O banqueiro Daniel Vorcaro, preso preventivamente desde março na Operação Compliance Zero, foi transferido nesta quinta-feira (19) do Presídio Federal em Brasília para a superintendência da Polícia Federal na capital federal.
A mudança de regime de prisão foi autorizada pelo ministro do Supremo Tribunal Federal (STF) André Mendonça, relator do caso Master no tribunal. O advogado de Vorcaro, José Luís Oliveira Lima, havia procurado a PF no dia anterior para comunicar o interesse do cliente em firmar acordo de delação premiada.

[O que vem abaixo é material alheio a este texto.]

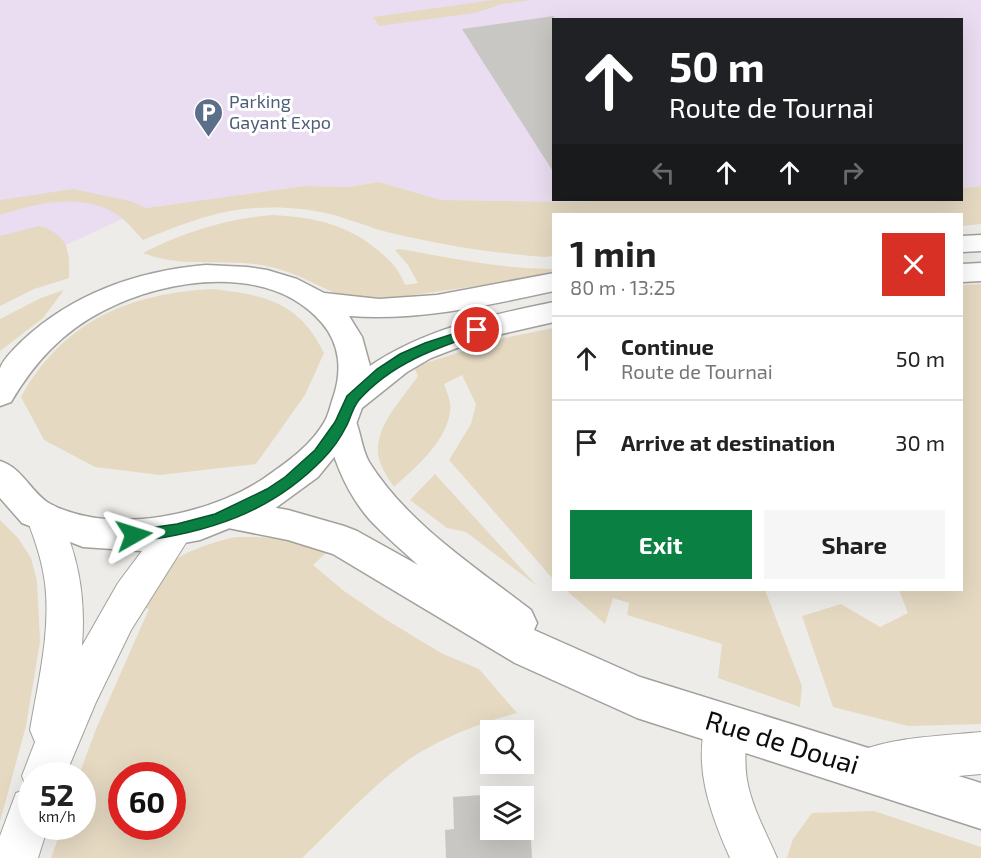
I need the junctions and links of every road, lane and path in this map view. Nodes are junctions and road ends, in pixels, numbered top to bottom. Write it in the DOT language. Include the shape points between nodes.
graph roads {
  1 [pos="981,243"];
  2 [pos="963,244"];
  3 [pos="981,272"];
  4 [pos="963,273"];
  5 [pos="552,282"];
  6 [pos="317,302"];
  7 [pos="552,312"];
  8 [pos="5,379"];
  9 [pos="346,412"];
  10 [pos="0,475"];
  11 [pos="231,515"];
  12 [pos="43,516"];
  13 [pos="177,530"];
  14 [pos="586,675"];
  15 [pos="724,726"];
  16 [pos="981,753"];
  17 [pos="45,762"];
  18 [pos="48,762"];
  19 [pos="865,769"];
  20 [pos="981,806"];
  21 [pos="21,840"];
  22 [pos="15,858"];
  23 [pos="754,858"];
  1 -- 2 [label="main road"];
  3 -- 4 [label="main road"];
  5 -- 6 [label="main road" via="409,309 360,309"];
  6 -- 8 [label="main road" via="280,283 250,276 209,274 165,279 111,296 78,313 49,333"];
  6 -- 9 [label="main road" via="342,327 352,349 355,373"];
  7 -- 9 [label="main road" via="429,346 388,368"];
  9 -- 11 [label="main road" via="320,454 298,475"];
  9 -- 14 [label="main road, Rue de Douai" via="355,470 382,508 469,585"];
  10 -- 12 [label="main road" via="21,501"];
  11 -- 13 [label="main road"];
  11 -- 14 [label="main road, Rue de Douai" via="288,525 344,542 529,649"];
  12 -- 13 [label="main road" via="94,533 134,535"];
  12 -- 17 [label="street" via="60,563 64,608"];
  13 -- 18 [label="street" via="112,627"];
  14 -- 15 [label="main road, Rue de Douai"];
  15 -- 19 [label="main road, Rue de Douai"];
  15 -- 23 [label="street" via="725,787 737,825"];
  16 -- 19 [label="street"];
  19 -- 20 [label="main road, Rue de Douai"];
  21 -- 22 [label="street"];
}
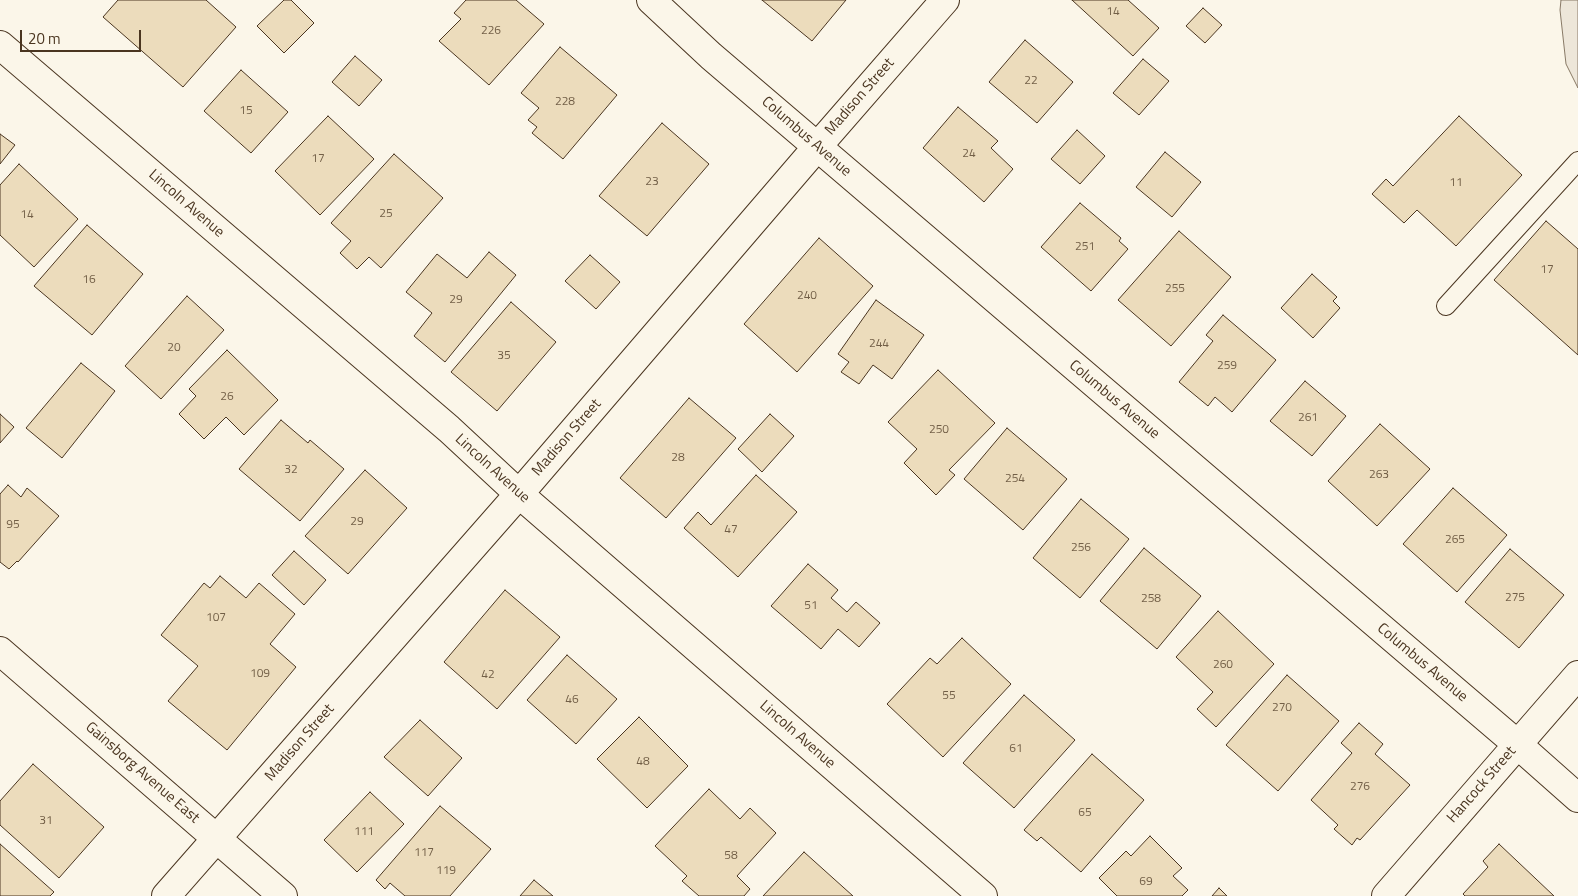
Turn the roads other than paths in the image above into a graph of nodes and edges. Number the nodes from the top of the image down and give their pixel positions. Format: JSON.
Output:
{"nodes":[{"id":1,"x":652,"y":0,"type":"edge"},
{"id":2,"x":945,"y":0,"type":"edge"},
{"id":3,"x":0,"y":45,"type":"edge"},
{"id":4,"x":817,"y":147,"type":"junction"},
{"id":5,"x":1578,"y":161,"type":"edge"},
{"id":6,"x":1446,"y":306,"type":"dead end"},
{"id":7,"x":519,"y":494,"type":"junction"},
{"id":8,"x":0,"y":651,"type":"edge"},
{"id":9,"x":1578,"y":674,"type":"edge"},
{"id":10,"x":1518,"y":744,"type":"junction"},
{"id":11,"x":1578,"y":798,"type":"edge"},
{"id":12,"x":217,"y":838,"type":"junction"},
{"id":13,"x":166,"y":896,"type":"edge"},
{"id":14,"x":283,"y":896,"type":"edge"},
{"id":15,"x":982,"y":896,"type":"edge"},
{"id":16,"x":1386,"y":896,"type":"edge"}],
"edges":[{"from":1,"to":4,"type":"street","name":"Columbus Avenue"},
{"from":2,"to":4,"type":"street","name":"Madison Street"},
{"from":3,"to":7,"type":"street","name":"Lincoln Avenue"},
{"from":4,"to":7,"type":"street","name":"Madison Street"},
{"from":4,"to":10,"type":"street","name":"Columbus Avenue"},
{"from":5,"to":6,"type":"lane"},
{"from":7,"to":12,"type":"street","name":"Madison Street"},
{"from":7,"to":15,"type":"street","name":"Lincoln Avenue"},
{"from":8,"to":12,"type":"street","name":"Gainsborg Avenue East"},
{"from":9,"to":10,"type":"street","name":"Hancock Street"},
{"from":10,"to":11,"type":"street","name":"Columbus Avenue"},
{"from":10,"to":16,"type":"street","name":"Hancock Street"},
{"from":12,"to":13,"type":"street","name":"Madison Street"},
{"from":12,"to":14,"type":"street","name":"Gainsborg Avenue East"}]}
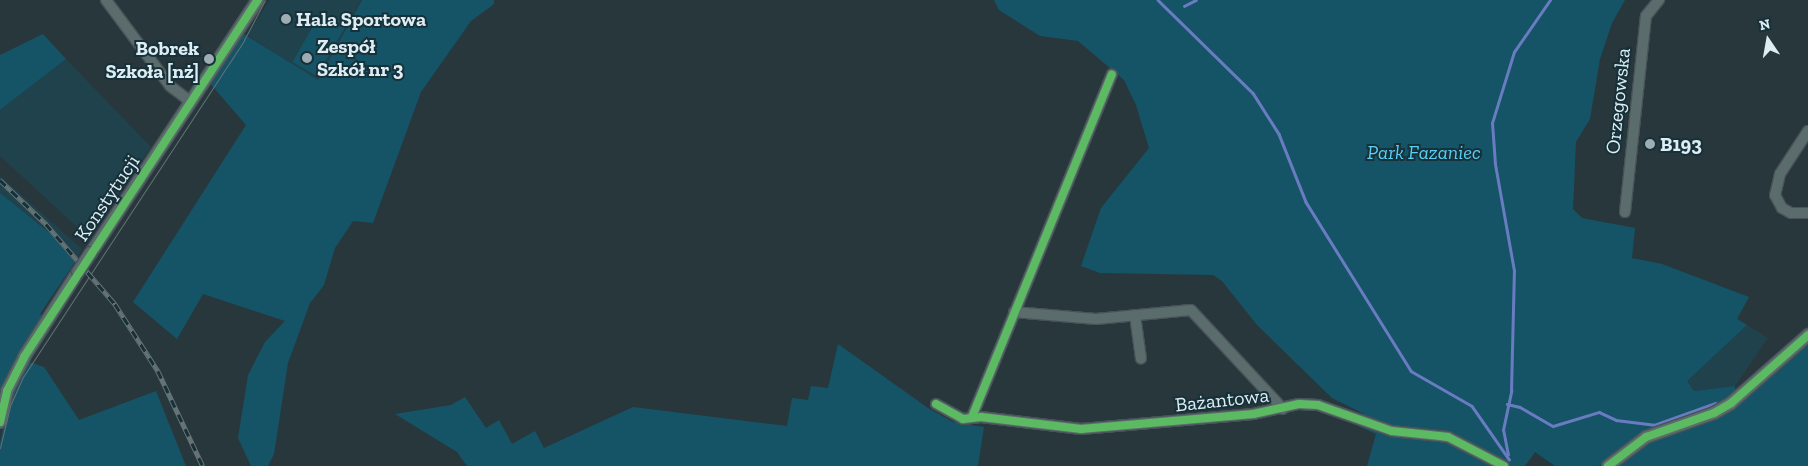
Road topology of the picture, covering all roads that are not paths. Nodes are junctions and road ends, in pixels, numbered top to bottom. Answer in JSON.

Negociação já está em curso
A transferência de detainees para unidades da PF é um procedimento padrão quando acordos de delação estão em fase de negociação. A mudança permite maior flexibilidade para reuniões e atendimentos entre o réu, seus defensores e investigadores.
Na quarta-feira (18), a TV Globo revelou que o advogado José Luís Oliveira Lima — conhecido como Juca — procurou a PF para informar sobre a intenção de Vorcaro. Questionado pela emissora, o advogado limitou-se a dizer que não comentaria o caso neste momento devido à “sensibilidade” do asunto.
Advogado especializado em delações
A contratação de Juca não foi casual. O defensor construiu reputação em acordos de delação em casos de grande repercussão, como o do empreiteiro Léo Pinheiro, da OAS, na Operação Lava Jato.
Vorcaro trocou de advogado na última sexta-feira (13), deixando Pierpaolo Bottino para contratar Juca horas após o STF manter sua prisão preventiva. A mudança foi interpretada na época como preparação para buscar um acordo com a justiça.
Prisão e investigações
Daniel Vorcaro foi preso no início de março durante a terceira fase da Operação Compliance Zero, que investiga um esquema de lavagem de dinheiro e infiltração criminosa no Banco Master. No dia 6 de março, ele já havia sido transferido do Complexo Penitenciário de Potim (SP) para a Penitenciária Federal em Brasília.
Na terça-feira (17), a defesa de Vorcaro se reuniu com o ministro André Mendonça para discutir os desdobramentos do caso. Segundo relatos, os advogados apresentaram ao ministro a possibilidade de delação como uma das estratégias de defesa.